Be Open-Minded When Selecting Your Images
You do not need to purchase all new artwork or prints unless you want to. When I moved into my first apartment, I went through boxes in my childhood bedroom and found a myriad of strange things that I could hang. Now, my wall comprises postcards I got for free after staying at the Algonquin Hotel in college, postcards that were sent to me, photographs of my own pets, artwork from my childhood bedroom, and one centerpiece that I purchased ("Fowl with Pearls" by Michael Sowa) for $14.99 at art.com. I also have some art I found at the flea market and goodwill, and then some smaller oddities that were gifted to me over the years. An added bonus of curating affordable art is that it’s an excellent way to support your favorite independent or local artists.
I also like to add dimension to my wall, so I hung up a strange jackalope plushy I found and a faux pinned butterfly.
It’s important to keep in mind that your wall can evolve just like an altar. To start, choose just 5-10 pieces (depending on how large your space is) that inspire you. You might change them out in a month or add new pieces as you go, and that’s all great!
Thrift your Frames!
Framing gets everyone frightened. New picture frames can be super expensive! Especially if you’re looking to give your wall an ornate, baroque-ish feel. This is where your local thrift store comes in handy.
When curating my wall, I went to Goodwill just one time and walked out with about 6 or 7 beautiful frames for only 10 dollars total. The artwork section at stores like these is so extensive. Sometimes, I buy a full framed image and hang it right up. Usually though, I’m not interested in the work within the frame, so I simply take it out or place some of my own pieces over it. I also bought plastic frames at IKEA (for like, $5) and spray painted them gold.

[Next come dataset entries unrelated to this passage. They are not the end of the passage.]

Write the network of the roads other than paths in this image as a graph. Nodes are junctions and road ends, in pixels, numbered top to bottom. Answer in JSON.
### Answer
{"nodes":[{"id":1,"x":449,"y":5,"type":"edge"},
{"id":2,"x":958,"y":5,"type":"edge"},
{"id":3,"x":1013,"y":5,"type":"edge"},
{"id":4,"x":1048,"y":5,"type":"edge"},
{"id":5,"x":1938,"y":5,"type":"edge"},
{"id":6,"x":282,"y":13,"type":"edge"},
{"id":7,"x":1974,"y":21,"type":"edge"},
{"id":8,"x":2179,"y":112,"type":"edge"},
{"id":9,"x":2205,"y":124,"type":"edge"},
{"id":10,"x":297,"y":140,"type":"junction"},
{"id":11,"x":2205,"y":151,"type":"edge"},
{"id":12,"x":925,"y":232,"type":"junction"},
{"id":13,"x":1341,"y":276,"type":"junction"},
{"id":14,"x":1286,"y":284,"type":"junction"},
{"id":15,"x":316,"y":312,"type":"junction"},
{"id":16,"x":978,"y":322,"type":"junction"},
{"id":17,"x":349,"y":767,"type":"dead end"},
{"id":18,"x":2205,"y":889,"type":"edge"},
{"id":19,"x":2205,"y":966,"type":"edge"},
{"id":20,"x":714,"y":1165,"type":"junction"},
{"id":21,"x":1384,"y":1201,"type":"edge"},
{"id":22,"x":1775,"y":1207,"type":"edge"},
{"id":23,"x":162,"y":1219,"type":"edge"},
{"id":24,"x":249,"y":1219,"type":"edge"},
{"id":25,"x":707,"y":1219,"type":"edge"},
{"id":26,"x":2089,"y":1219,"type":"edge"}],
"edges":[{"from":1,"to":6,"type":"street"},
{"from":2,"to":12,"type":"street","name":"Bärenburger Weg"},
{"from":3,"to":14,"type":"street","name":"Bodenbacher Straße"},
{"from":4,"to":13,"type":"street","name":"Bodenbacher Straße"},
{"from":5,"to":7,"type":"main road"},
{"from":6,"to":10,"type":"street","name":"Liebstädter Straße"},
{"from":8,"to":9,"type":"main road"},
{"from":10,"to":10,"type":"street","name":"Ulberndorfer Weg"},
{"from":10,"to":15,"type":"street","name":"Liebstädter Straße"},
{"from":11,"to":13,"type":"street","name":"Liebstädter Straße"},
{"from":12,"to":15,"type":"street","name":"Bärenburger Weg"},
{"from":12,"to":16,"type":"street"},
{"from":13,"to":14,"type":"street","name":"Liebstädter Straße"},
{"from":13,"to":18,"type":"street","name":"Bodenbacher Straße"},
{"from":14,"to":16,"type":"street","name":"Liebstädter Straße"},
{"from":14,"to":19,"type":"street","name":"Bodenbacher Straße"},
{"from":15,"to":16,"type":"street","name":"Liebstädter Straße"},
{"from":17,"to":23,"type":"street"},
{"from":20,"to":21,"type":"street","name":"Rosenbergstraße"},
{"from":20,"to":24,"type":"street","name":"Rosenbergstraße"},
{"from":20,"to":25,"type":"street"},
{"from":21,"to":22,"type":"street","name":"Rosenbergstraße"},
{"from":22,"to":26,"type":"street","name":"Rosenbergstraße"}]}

Another tip is to be sure that you get frames of various shapes and sizes. The more variation in your wall, the more eye-catching it will be. Personally, I like to also vary the materials. I have wood frames, gilt frames, floral frames…It depends on your personal preference, but the more open-minded you are about the frames you use, the more you’ll be able to purchase at an affordable price.
You Don’t Need to be Super Handy to Hang Your Art
I have friends who insist on tracing each of their frames onto poster board, cutting the shapes out, and taping them to the wall in the design they’d like to hang the photos. Then, all you have to do is hammer your nails so the images perfectly cover your taped poster board.
BUT, I’m a little messy as a human, so I prefer to just wing it. I haphazardly hammer away and let my pieces hang as they may. Sometimes, they’re crooked, but I think that gives my house a Tim Burton-y feel.
Also, if you live in an apartment or space that doesn’t allow you to put holes in the walls, command strips or heavy duty velcro (both can be found at the craft store) also work wonders!
Kailey Tedesco is the author of These Ghosts of Mine, Siamese (Dancing Girl Press) and the forthcoming full-length collection, She Used to be on a Milk Carton (April Gloaming Publications). She is the co-founding editor-in-chief of Rag Queen Periodical and a member of the Poetry Brothel. She received her MFA in creative writing from Arcadia University, and she now teaches literature at several local colleges.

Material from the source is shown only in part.